The review paper , written by myself with Andrey Kolosvsky of the Kirensky Institute of Physics of the Siberian Academy of Sciences, has been pre-accepted as a candidate "Physics Reports" and is currently under the scrutiny of the editor, David Campbell. Its title is "Landau-Stark states and cyclotron Bloch oscillations of quantum particles in two-dimensional lattices", and in six main chapters and 40 pages it reviews existing literature and our papers on the problem. We have described theoretical techniques to solve the quantum spectral problem of a particle under the combined action of a periodic potential, an electric field and a magnetic field in the Hall configuration. At difference with existing approaches, neither of these fields is treated perturbatively. This is required by the present application of the theory to Bose condensates, mentioned above. Our theory is always accompanied by numerical simulations. While in some cases they are rather simple numerically–albeit non trivial theoretically–in others they required the usage of the cluster. This is particularly true for the numerical computations of the quantum dynamics of wave-packets, coherent and incoherent, that simulate the results of real laboratory experiments. The latter case has required the simulation of an ensemble of "phase scrambled" wave-packets, that would not have been possible without the usage of the cluster. Yet, since the theory has been already well established and the numerical codes tested, the cpu usage employed has been comparatively low: our effort this year has been mainly towards the redaction of this long review. It was not our original plan, but given the prestige of "Physics Reports" we decided that it was worth to try.

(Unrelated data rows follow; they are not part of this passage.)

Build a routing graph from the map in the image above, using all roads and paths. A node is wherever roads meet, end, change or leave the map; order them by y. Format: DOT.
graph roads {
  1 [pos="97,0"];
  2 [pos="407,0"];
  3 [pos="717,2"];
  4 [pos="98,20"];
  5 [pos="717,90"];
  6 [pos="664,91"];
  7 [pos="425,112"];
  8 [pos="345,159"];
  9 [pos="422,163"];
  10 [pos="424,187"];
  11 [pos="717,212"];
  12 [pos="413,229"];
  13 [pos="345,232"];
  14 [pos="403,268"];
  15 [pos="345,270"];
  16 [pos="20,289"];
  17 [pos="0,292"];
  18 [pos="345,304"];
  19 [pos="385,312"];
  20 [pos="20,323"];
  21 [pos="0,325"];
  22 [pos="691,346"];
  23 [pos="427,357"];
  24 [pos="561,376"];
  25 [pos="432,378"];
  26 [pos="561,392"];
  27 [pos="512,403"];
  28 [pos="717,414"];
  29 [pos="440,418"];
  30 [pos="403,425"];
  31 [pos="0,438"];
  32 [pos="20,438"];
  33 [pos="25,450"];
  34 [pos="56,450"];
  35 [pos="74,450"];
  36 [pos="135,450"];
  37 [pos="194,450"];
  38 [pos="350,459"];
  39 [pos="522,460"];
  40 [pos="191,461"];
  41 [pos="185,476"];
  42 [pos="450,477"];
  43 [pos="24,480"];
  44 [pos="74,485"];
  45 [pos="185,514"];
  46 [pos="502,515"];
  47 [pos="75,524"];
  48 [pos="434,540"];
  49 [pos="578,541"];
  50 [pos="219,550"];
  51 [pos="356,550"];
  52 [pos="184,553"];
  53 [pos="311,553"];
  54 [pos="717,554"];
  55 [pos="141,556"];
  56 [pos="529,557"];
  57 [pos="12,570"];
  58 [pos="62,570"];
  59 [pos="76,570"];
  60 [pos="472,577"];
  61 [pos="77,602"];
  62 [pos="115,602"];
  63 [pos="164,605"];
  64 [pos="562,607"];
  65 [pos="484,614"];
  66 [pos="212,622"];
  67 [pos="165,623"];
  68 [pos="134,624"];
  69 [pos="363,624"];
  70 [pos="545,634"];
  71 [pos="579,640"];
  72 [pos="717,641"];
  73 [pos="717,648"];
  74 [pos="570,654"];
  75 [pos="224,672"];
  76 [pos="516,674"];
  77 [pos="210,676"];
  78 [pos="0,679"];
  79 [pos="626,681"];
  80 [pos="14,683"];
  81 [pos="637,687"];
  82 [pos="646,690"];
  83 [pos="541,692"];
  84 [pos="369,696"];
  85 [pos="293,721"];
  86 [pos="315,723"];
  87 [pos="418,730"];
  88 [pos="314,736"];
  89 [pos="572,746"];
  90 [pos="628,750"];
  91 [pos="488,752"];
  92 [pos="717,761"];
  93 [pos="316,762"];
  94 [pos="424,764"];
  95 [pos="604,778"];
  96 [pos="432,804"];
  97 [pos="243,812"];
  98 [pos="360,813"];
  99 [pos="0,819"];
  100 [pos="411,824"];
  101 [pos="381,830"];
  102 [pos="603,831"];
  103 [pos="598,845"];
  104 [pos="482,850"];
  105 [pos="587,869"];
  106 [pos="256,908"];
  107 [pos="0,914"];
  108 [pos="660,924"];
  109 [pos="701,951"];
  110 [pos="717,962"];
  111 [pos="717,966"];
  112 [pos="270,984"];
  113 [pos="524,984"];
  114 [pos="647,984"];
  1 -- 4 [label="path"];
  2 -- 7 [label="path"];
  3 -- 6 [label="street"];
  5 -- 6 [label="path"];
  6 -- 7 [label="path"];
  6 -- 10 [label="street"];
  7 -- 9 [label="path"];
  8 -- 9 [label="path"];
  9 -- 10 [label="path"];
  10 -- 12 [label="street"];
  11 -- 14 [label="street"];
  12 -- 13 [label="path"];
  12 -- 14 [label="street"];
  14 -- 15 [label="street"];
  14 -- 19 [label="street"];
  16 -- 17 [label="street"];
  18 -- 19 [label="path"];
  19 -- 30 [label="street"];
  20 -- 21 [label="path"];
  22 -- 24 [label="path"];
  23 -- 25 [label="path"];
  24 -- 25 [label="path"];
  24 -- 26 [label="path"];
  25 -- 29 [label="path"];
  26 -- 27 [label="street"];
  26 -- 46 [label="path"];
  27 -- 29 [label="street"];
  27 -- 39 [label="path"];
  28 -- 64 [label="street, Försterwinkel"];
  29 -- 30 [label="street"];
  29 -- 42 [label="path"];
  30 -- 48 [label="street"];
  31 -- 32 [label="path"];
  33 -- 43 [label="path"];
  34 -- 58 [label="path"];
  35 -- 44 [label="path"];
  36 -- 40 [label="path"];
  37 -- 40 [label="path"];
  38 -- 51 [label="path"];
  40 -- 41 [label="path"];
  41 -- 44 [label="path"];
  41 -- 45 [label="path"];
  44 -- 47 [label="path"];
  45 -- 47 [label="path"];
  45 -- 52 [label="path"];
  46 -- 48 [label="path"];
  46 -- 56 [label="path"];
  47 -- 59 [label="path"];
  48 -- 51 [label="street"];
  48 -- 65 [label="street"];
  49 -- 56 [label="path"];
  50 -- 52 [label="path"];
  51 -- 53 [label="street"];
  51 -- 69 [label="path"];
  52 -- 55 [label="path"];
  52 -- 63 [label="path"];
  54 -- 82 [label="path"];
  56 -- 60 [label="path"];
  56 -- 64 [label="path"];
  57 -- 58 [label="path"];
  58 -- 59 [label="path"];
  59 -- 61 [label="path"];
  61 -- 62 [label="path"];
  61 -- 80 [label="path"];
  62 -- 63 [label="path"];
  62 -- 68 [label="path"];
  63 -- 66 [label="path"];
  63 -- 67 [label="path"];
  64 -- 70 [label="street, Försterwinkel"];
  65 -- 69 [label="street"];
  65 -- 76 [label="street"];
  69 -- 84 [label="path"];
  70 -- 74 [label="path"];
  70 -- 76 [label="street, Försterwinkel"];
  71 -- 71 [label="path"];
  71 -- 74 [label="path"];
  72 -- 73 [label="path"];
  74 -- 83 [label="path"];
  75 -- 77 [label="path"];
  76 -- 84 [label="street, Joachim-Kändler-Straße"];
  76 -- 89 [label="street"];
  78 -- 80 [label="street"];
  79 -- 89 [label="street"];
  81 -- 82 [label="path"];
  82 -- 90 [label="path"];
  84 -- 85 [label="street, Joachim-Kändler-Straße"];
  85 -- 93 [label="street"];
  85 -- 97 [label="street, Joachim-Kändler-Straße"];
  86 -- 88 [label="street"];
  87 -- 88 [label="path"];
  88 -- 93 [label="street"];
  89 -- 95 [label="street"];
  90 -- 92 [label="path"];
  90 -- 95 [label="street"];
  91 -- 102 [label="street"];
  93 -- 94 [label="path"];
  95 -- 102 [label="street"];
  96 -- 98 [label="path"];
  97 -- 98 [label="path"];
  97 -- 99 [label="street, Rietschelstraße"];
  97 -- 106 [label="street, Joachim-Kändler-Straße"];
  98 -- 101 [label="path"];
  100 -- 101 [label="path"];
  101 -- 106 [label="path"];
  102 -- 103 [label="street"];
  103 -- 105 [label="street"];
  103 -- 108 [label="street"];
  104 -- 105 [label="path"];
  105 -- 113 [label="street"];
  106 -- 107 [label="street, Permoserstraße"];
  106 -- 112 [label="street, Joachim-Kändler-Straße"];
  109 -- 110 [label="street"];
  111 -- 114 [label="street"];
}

In 2015 we would like to come back to what was originally planned for 2014, that is, an extended investigation of the spectral and dynamical properties of almost periodic one–dimensional and many–dimensional tight binding systems, with applications to the physical systems described above (quantum condensates in optical lattices) as well to chains of classical oscillators. Here, the theory is much more difficult than in the periodic case, because it requires deep concepts of harmonic analysis and of the logarithmic potential theory in the complex plane. I have started investigating this problem in 2014, with preliminary runs on the cluster, and two papers describing the first results [2,3] are currently under review. In these papers, I show how parallel computing is fundamental to solve complicated equations for a kind of electrostatic potential generated by a charge supported on a fractal set. At difference with the "conventional" physical case, the repulsion law of the charge is here logarithmic, as it were created by infinite charged wires perpendicular to a plane. In 2015 I would like to pursue this problem at depth, and I therefore would ask again for 50,000 core hours.
1) A. Kolovsky, G. Mantica, "Landau-Stark states and cyclotron Bloch oscillations of quantum particles in two dimensional lattices", submitted to Physics Reports.
2) G. Mantica, "Orthogonal polynomials of equilibrium measures supported on Cantor sets", submitted to Journal of Computational and Applied Mathematics.
3) G. Mantica, "The isospectral torus of finite gap sets and of Cantor sets", submitted to Computational Methods and Function Theory.